Letter to the Editor, Cleveland.com/Plain Dealer

Sherri Lange — May 31, 2020

Please accept our comments to your editorial “Gov. DeWine needs to direct energy panel he appointed to reconsider its anti-Cleveland wind energy ruling”.

It appears your editorial board is calling on the Ohio Power Siting Board (OPSB) to alter its path of action regarding the conditions for the operation of the six-turbine LEEDCo/Icebreaker project. Although it is no secret that our organizations have long been opposed to any industrialization of the Lakes, I have no doubt that these stipulations include a challenge to the developer intended to take him at his word, allowing him to show that he cares about the environment. In this instance the requirements are also a “test case.” How sincere is the developer about the environmental espousals of his project? If he is indeed confident that he can operate without killing endangered species, some deeply at risk at a planetary level, he should be willing and able to “prove” it. The OPSB seems to be offering something of a chance. (Unfortunately, we have zero doubt that endangered species would be harmed and killed, even with these conditions.) We also recollect that this developer has insisted for an exceptionally long time that birds do not fly over the Lake. (Historically, it is clear that wind developers do not routinely monitor in a remotely honest fashion their outrageous kill rates, their accidents and fires, and other industrial failures such as oil spills or Liberated Components.)

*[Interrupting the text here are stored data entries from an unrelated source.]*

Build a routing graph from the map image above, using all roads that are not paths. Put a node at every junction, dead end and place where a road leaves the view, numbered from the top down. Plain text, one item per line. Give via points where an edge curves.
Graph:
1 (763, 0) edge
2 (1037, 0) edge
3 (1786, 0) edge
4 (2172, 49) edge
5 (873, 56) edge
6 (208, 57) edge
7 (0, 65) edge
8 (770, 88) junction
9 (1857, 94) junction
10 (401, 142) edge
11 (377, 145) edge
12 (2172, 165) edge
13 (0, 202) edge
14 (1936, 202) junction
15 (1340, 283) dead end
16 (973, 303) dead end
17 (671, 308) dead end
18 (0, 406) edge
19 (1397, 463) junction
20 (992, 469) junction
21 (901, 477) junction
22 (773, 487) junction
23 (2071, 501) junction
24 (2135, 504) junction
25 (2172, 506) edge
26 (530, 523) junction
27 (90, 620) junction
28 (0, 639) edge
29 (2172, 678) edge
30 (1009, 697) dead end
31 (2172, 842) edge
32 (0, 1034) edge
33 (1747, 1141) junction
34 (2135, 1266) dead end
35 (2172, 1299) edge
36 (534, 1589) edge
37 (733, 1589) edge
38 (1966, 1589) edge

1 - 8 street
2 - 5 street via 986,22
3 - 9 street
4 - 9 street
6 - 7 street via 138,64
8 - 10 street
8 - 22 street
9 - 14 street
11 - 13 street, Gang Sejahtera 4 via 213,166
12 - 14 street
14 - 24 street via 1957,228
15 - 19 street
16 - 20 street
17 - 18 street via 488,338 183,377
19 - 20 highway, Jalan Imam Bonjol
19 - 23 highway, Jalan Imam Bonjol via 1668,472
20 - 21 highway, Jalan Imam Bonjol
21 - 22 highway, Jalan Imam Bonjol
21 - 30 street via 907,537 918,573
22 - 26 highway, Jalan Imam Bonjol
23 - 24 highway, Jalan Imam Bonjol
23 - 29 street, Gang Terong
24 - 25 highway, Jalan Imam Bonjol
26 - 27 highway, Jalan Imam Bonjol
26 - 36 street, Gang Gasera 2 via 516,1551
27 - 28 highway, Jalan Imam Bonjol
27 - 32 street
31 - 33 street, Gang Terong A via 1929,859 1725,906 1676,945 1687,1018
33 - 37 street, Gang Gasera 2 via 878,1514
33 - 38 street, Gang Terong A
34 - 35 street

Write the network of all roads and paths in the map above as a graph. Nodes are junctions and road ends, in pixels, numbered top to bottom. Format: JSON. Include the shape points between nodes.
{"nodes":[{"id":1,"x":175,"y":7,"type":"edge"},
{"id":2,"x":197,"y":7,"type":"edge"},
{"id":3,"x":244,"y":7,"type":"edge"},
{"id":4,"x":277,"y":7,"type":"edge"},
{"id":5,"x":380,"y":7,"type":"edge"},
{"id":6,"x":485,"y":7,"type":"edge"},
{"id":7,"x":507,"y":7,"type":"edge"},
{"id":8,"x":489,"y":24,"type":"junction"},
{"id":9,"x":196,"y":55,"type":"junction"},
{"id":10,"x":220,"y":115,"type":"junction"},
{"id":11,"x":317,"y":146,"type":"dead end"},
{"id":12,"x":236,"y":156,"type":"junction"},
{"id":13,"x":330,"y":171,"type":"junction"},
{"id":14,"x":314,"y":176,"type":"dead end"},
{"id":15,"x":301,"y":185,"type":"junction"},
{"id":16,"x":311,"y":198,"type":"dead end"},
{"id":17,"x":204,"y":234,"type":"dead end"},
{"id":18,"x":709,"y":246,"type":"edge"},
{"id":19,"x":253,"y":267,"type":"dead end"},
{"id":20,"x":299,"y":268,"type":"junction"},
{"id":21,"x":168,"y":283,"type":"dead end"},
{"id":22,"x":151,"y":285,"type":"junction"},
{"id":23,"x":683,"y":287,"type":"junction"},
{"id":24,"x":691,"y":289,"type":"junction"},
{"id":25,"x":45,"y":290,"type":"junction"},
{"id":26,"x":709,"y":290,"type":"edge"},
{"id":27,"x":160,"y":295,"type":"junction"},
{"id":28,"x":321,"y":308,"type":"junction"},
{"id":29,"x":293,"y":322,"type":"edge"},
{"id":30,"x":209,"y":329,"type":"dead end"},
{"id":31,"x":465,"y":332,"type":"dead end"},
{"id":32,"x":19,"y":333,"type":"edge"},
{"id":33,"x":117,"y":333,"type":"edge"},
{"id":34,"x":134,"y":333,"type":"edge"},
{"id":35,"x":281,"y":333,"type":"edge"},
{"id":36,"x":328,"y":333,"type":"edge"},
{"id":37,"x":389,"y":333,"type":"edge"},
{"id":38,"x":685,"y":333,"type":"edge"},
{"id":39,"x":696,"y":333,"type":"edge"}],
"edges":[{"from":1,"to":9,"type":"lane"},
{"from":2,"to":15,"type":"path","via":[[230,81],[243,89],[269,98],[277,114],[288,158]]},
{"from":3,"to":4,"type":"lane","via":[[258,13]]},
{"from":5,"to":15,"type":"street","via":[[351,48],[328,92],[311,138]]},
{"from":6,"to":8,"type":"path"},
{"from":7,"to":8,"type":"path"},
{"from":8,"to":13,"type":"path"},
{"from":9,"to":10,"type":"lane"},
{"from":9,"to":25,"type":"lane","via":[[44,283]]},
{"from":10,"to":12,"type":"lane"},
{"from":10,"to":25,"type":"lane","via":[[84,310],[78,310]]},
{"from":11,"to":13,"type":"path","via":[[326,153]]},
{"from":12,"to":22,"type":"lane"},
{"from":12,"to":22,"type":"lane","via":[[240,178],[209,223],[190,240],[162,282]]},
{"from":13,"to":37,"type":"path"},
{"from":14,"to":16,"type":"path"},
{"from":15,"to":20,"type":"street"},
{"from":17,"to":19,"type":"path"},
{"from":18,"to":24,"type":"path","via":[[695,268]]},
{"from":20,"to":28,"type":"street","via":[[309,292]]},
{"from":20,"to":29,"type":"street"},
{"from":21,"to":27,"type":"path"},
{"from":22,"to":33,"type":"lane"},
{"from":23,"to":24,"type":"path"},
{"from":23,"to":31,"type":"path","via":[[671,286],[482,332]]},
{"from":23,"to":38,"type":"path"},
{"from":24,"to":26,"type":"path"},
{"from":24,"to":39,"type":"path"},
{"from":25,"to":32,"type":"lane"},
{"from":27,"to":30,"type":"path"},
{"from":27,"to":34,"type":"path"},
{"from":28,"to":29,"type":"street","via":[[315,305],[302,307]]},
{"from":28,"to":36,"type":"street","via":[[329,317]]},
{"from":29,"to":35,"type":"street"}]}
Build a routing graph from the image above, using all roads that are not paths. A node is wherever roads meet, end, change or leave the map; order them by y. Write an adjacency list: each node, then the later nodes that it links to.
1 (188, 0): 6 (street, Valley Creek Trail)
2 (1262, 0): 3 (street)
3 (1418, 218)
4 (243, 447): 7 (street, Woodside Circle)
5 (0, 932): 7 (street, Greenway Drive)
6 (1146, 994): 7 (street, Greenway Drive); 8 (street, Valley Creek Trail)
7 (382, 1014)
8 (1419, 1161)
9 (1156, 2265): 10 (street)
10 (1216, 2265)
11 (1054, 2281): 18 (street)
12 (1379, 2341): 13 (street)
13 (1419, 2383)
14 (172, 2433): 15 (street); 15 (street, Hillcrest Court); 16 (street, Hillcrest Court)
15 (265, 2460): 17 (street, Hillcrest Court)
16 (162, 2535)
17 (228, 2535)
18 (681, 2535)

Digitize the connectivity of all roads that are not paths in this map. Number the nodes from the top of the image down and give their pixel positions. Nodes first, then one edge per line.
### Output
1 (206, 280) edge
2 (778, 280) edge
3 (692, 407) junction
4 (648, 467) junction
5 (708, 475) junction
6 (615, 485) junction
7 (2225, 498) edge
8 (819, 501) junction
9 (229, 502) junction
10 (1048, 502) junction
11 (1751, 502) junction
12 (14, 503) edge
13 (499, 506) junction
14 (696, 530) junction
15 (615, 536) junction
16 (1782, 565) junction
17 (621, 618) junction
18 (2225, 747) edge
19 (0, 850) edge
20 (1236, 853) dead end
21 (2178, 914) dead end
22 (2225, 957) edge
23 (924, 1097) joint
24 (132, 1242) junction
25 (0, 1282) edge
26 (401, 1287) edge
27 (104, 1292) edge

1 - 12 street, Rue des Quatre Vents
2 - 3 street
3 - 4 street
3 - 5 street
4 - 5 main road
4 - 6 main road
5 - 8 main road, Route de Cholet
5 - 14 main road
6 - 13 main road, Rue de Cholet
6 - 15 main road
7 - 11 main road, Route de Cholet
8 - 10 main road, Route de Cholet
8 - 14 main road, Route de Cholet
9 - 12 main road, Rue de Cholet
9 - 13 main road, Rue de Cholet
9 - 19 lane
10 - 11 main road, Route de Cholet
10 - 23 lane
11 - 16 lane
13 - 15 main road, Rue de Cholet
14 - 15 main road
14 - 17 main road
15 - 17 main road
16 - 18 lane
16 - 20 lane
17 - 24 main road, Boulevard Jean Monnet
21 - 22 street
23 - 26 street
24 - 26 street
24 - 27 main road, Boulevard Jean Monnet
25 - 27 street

Under the leadership of former Chair Todd Snitchler, in 2014 LEEDCo was required to undertake a laundry list of to dos: thirteen, I believe, omissions, errors, and incompletes that to this day, in our view, have not been undertaken or corrected.

The Plain Dealer and Cleveland.com continue to express that this project will provide meaningful long-lasting jobs, a manufacturing chain, with turbines in, as you say, “the Lakes,” and that the ultimate cost is worth it. Block Island has now cost about $300,000,000, for five turbines. There are some six to nine permanent jobs, depending on which outlet is reporting. There are cable problems that persist, cables rising and floating dangerously, which now need to be reburied: again, at a mounting cost. (The turbines will be shut off from September 2020 to Memorial Day 2021 to facilitate the geo tech corrections.) In addition, the LEEDCo/Icebreaker project’s mono bucket design has failed in testing in Europe recently and been recalled. Is this the kind of technology experiment we wish for Lake Erie?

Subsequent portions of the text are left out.